■ SOURCE RECORDS
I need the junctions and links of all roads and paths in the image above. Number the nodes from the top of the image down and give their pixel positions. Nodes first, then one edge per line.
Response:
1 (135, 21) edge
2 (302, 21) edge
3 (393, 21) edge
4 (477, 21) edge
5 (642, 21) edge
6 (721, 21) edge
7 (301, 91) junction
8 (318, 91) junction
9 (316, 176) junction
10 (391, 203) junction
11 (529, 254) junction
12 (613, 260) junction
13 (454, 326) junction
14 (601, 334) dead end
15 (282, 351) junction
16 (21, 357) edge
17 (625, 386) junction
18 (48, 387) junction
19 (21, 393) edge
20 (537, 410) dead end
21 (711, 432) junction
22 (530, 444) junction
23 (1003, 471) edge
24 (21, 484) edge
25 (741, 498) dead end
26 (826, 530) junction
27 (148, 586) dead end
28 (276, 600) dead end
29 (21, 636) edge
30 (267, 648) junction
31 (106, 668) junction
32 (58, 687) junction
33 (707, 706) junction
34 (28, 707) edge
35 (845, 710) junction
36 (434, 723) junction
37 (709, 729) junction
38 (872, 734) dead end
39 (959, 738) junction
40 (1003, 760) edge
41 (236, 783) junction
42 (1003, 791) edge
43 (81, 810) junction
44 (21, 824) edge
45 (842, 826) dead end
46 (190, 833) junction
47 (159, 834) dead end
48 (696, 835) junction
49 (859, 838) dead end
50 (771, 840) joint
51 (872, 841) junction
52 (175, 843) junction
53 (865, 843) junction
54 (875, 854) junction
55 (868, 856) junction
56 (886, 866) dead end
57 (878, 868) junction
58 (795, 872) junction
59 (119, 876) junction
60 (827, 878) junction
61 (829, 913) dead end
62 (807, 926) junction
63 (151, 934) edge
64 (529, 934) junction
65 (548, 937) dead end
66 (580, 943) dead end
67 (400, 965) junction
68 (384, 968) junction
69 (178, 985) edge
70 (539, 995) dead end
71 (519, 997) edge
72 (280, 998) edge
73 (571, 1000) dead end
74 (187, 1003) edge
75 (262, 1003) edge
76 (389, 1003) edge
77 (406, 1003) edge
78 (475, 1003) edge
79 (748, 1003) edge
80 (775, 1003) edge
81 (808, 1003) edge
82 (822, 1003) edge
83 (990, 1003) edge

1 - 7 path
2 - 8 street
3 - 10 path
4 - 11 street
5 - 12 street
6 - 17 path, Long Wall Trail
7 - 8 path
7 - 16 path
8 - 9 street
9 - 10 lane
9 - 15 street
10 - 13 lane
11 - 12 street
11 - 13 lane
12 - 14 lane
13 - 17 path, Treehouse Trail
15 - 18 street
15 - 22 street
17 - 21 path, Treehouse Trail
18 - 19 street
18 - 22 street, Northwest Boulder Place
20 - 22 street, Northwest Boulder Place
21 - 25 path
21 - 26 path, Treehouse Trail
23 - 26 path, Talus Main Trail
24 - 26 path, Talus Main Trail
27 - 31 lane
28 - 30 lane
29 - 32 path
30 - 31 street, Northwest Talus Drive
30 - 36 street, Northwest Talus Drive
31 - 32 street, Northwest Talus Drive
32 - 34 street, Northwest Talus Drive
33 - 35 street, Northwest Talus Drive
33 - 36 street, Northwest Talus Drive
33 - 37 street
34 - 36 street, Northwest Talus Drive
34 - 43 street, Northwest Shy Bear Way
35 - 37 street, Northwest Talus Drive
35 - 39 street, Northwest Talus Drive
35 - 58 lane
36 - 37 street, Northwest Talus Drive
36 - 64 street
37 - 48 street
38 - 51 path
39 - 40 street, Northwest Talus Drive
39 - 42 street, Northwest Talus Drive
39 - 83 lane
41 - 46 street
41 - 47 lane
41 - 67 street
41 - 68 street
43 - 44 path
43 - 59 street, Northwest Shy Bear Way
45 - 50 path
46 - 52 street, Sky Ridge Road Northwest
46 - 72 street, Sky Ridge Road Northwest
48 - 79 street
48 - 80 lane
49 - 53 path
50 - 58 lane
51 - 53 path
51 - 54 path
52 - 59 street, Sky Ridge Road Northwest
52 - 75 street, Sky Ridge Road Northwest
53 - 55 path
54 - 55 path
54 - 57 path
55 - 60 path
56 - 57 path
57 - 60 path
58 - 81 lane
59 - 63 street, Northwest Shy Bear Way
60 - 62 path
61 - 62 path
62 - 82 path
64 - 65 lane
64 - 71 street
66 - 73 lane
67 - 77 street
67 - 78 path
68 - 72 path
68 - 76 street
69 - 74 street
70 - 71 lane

■ PROBLEM DETAILS
Pull every line containing the word "Bear" out of the listing.

■ SOLUTION FOR THIS PROBLEM
34 - 43 street, Northwest Shy Bear Way
43 - 59 street, Northwest Shy Bear Way
59 - 63 street, Northwest Shy Bear Way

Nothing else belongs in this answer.